#### TASK INPUT ####

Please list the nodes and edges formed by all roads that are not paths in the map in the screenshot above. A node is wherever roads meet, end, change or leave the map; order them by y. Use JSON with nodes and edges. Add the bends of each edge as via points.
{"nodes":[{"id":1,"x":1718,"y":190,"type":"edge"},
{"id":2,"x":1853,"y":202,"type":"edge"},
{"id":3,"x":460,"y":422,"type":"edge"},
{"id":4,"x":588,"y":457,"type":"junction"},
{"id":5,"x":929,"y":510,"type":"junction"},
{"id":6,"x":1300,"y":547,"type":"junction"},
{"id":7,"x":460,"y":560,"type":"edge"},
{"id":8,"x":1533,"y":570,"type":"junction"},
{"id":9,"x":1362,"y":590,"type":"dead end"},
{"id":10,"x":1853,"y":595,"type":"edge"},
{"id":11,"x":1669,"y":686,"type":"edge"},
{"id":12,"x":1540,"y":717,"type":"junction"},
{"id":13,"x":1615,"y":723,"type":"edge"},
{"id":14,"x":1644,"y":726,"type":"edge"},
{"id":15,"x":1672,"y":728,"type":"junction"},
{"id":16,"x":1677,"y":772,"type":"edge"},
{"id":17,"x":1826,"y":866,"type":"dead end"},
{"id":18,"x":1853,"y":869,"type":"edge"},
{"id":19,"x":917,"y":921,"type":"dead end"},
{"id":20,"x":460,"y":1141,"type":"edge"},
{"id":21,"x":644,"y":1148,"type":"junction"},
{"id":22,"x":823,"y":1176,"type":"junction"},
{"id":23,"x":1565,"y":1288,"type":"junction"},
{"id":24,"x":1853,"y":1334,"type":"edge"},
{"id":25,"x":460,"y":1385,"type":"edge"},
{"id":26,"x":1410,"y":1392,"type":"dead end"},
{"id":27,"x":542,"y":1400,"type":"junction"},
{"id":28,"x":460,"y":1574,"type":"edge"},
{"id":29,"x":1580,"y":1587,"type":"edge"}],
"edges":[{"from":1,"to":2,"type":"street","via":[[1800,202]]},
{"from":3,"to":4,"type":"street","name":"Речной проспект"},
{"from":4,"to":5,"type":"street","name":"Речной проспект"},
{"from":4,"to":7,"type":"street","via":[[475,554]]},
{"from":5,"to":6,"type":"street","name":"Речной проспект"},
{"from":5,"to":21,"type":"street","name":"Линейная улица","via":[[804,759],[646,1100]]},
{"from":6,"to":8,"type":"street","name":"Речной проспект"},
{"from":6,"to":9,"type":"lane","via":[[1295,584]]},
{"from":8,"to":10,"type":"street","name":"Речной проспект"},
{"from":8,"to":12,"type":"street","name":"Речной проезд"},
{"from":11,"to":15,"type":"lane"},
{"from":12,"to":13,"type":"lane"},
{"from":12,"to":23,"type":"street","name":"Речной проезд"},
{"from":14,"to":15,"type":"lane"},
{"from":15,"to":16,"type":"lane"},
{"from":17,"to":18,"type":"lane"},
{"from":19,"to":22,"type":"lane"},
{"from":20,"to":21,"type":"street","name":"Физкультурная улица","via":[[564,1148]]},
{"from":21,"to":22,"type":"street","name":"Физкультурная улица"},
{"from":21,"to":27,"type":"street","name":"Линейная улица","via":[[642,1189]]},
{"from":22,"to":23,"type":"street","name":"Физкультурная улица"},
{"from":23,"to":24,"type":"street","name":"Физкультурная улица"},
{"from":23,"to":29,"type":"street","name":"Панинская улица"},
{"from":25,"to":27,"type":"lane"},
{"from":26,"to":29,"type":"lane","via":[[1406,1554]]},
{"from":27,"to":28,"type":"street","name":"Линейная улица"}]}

####

*HOW TO COMPLETE THIS TASK*.
In the entries above, identify each line that includes the string "проспект", then copy it.

*ANSWER TO THE EXERCISE*.
{"from":3,"to":4,"type":"street","name":"Речной проспект"},
{"from":4,"to":5,"type":"street","name":"Речной проспект"},
{"from":5,"to":6,"type":"street","name":"Речной проспект"},
{"from":6,"to":8,"type":"street","name":"Речной проспект"},
{"from":8,"to":10,"type":"street","name":"Речной проспект"},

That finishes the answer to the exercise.